Shirley Bernhardt, defendant's mother, testified that her brother suffered from hydroencephalitis; that one of her five other sons had severe brain damage, another had emotional problems, and a third was a deaf mute; that when she saw defendant in jail the morning after the killing, he was crying, confused, and did not remember the killing nor the fight preceding it; that both she and her ex-husband had physically abused defendant as a child and, as a result, he did not have a good relationship with his father; that the family moved frequently during defendant's early childhood; that defendant had trouble in school which led to his placement in classes for the educably mentally handicapped; that when he still did not make progress, he was sent, at the age of 10, to Boys Town, where he resided for three years; that upon his return, he was placed in a temporary foster home for one year; and that later he was again placed in a foster home. She stated also that while defendant was with her, he caused problems with her other children; but that, in her opinion, he was sane and knew right from wrong.
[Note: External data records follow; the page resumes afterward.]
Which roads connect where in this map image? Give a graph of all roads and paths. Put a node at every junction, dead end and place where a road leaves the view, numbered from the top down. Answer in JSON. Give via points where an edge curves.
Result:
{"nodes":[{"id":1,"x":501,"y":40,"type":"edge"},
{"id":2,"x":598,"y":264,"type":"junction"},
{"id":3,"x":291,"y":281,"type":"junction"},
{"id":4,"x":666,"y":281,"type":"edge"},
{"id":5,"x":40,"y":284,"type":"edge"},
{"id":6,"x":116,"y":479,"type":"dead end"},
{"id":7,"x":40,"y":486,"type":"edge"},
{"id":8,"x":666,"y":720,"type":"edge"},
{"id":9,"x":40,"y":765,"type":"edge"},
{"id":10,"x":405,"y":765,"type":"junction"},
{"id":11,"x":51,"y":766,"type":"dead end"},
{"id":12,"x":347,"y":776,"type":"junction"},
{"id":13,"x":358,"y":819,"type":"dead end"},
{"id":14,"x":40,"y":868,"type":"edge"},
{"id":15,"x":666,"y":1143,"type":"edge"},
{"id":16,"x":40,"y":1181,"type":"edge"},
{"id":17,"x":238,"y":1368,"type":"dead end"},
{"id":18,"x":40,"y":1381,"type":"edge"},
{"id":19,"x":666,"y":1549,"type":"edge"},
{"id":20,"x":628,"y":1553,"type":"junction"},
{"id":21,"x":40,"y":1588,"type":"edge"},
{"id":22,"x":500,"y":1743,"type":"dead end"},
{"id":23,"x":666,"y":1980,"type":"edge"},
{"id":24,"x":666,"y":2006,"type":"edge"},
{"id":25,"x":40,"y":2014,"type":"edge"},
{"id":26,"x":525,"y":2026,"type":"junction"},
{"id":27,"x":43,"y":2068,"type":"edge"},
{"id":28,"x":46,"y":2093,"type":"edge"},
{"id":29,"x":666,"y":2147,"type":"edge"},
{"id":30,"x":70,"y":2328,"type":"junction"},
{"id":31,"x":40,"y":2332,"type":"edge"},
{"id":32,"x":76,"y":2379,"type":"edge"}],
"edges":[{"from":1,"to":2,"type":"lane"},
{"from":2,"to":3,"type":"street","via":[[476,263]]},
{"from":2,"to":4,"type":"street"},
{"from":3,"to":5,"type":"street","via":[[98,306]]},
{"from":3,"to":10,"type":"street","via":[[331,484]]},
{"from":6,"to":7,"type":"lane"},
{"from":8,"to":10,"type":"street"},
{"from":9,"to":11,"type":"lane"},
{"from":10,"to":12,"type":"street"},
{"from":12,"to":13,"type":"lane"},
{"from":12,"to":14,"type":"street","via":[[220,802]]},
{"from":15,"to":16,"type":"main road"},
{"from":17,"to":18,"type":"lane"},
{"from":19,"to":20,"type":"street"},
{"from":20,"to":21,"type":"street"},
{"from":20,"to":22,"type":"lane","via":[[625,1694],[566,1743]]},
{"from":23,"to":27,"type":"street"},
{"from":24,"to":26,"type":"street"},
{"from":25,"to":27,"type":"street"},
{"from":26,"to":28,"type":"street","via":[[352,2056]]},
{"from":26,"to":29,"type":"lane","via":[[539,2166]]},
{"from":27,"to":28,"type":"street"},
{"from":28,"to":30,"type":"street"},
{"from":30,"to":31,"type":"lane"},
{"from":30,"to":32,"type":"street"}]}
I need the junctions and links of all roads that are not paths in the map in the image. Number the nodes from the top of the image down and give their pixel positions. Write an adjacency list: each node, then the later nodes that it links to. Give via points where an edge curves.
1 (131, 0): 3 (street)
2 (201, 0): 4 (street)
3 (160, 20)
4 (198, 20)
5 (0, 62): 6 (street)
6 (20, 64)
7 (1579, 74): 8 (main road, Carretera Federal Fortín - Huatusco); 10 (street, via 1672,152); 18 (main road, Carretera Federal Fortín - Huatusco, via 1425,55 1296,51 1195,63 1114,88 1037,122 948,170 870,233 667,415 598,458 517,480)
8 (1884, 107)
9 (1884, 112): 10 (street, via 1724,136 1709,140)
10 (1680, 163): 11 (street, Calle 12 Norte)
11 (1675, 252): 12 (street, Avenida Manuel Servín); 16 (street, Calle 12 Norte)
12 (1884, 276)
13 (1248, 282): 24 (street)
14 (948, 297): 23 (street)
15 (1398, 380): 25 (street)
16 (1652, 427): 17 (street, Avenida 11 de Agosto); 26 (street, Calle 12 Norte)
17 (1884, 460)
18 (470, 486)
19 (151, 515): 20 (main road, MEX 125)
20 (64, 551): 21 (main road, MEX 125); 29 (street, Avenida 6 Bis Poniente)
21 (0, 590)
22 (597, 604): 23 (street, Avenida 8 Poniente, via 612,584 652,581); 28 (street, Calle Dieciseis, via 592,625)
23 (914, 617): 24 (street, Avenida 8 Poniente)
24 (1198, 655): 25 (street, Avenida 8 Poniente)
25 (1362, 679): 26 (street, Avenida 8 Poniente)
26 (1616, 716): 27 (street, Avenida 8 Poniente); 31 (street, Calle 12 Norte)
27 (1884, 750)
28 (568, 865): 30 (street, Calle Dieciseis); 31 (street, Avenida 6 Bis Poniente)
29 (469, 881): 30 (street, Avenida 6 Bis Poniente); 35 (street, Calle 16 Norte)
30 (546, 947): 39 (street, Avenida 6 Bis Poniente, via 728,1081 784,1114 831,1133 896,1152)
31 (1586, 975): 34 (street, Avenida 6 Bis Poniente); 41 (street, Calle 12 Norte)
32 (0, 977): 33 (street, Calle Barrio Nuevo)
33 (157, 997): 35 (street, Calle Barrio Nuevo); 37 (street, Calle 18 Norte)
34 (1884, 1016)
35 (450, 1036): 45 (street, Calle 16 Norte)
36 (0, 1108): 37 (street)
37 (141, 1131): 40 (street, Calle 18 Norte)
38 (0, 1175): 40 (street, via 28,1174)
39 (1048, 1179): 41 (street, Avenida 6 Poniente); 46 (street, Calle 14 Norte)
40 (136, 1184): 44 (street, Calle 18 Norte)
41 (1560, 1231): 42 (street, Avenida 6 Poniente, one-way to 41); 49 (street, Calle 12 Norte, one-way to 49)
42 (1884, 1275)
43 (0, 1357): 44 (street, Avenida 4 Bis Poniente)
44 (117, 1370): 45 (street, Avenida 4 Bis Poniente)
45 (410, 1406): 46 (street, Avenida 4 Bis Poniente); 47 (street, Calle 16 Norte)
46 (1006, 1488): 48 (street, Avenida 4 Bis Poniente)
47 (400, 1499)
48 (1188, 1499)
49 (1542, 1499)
She said, however, that she thought defendant was mentally disturbed and had taken him to a psychiatrist, but he was never institutionalized.

Carol Domroese, a learning disabilities resource teacher in the Oak Park school system, testified that when defendant was in her class during the 1972 school year, his IQ was in the seventies, and he could not cope with a regular classroom situation; that an educably mentally handicapped child can learn reading and mathematics to a certain level; and that defendant was able to secure and hold a job as a busboy. She acknowledged that other test scores indicated defendant's IQ was 88; that his common sense level was at a par with other children his age; and that in her opinion he was sane but had difficulty adjusting to certain situations, particularly those involving his immediate family.

Elmer Smith, a psychologist for the Chicago Board of Education, testified that records in his keeping indicated that because defendant's IQ was 72 at the age of seven, it was recommended he be placed in classes for the educably mentally handicapped, and that defendant had emotional or adjustment problems which interfered with full and effective function. He also stated that IQ scores indicate nothing about ability to conform to law and appreciate the criminality of acts; that being educably mentally handicapped does not mean that a person is insane; and that such a person can function in and contribute to society, including holding a job and forming meaningful relationships.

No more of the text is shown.